[Assigned task] Counting only lines that contain the string "вулиця", how many are there in the data? Say the number alone.

[Provided data]
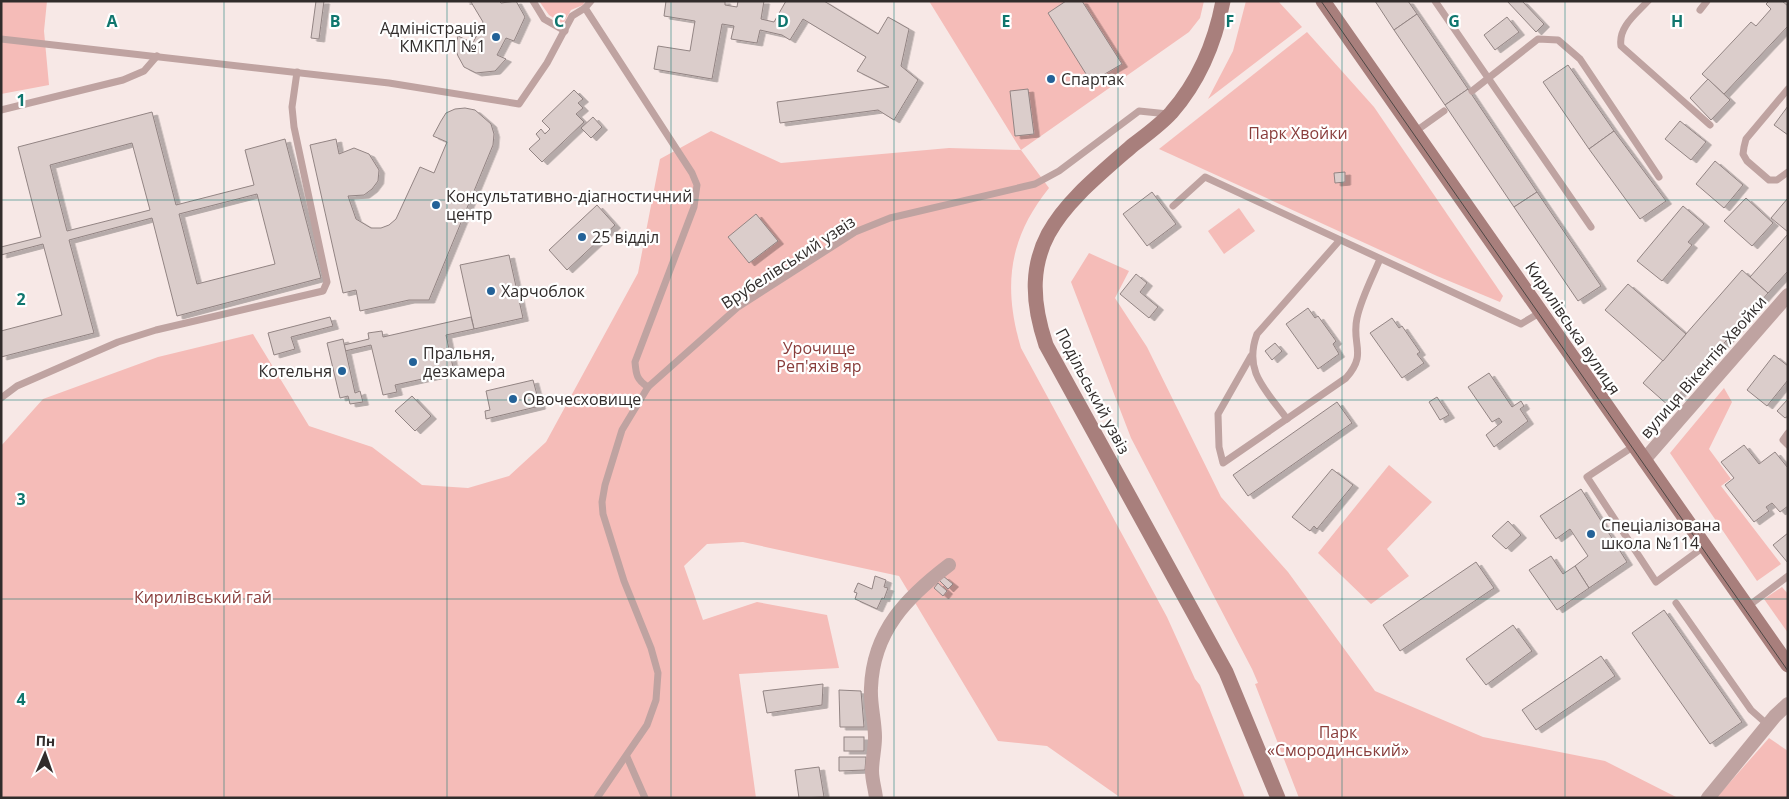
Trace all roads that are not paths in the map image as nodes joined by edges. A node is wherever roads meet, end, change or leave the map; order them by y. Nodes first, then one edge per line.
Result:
1 (532, 1) edge
2 (591, 1) edge
3 (1223, 1) edge
4 (1434, 1) edge
5 (1648, 1) edge
6 (1707, 1) edge
7 (1327, 4) edge
8 (585, 8) junction
9 (1700, 10) dead end
10 (565, 31) junction
11 (1, 39) edge
12 (157, 56) junction
13 (297, 72) junction
14 (1489, 78) junction
15 (1788, 89) edge
16 (1472, 91) dead end
17 (1, 110) edge
18 (1444, 111) dead end
19 (1170, 114) junction
20 (1710, 125) dead end
21 (1416, 131) junction
22 (1788, 172) edge
23 (1660, 177) dead end
24 (1173, 206) dead end
25 (1591, 227) dead end
26 (1339, 241) junction
27 (1380, 259) junction
28 (1788, 295) edge
29 (1541, 312) junction
30 (1251, 356) junction
31 (648, 387) junction
32 (1, 398) edge
33 (1287, 419) junction
34 (1788, 433) edge
35 (1788, 445) edge
36 (1634, 446) junction
37 (1644, 460) junction
38 (1705, 546) junction
39 (949, 565) dead end
40 (1788, 576) edge
41 (1676, 603) dead end
42 (1747, 607) junction
43 (1788, 666) edge
44 (1788, 704) edge
45 (1768, 725) junction
46 (627, 757) junction
47 (597, 798) edge
48 (645, 798) edge
49 (876, 798) edge
50 (1278, 798) edge
51 (1708, 798) edge

1 - 10 lane
2 - 8 lane
3 - 19 street, Подільський узвіз
4 - 14 lane
5 - 20 lane
6 - 9 lane
7 - 21 street, Кирилівська вулиця
8 - 10 lane
8 - 31 lane
10 - 13 lane
11 - 12 lane
12 - 13 lane
12 - 17 lane
13 - 32 lane
14 - 16 lane
14 - 23 lane
14 - 25 lane
15 - 22 lane
18 - 21 lane
19 - 31 lane, Врубелівський узвіз
19 - 50 street, Подільський узвіз
21 - 29 street, Кирилівська вулиця
24 - 26 lane
26 - 27 lane
26 - 30 lane
27 - 29 lane
27 - 33 lane
28 - 37 street, вулиця Вікентія Хвойки
29 - 36 street, Кирилівська вулиця
30 - 33 lane
30 - 33 lane
31 - 46 lane, Врубелівський узвіз
34 - 35 lane
36 - 37 street, Кирилівська вулиця
36 - 38 lane
37 - 38 street, Кирилівська вулиця
38 - 42 street, Кирилівська вулиця
39 - 49 street
40 - 42 lane
41 - 45 lane
42 - 43 street, Кирилівська вулиця
44 - 45 street
45 - 51 street
46 - 47 lane, Врубелівський узвіз
46 - 48 lane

[Answer to this problem] 8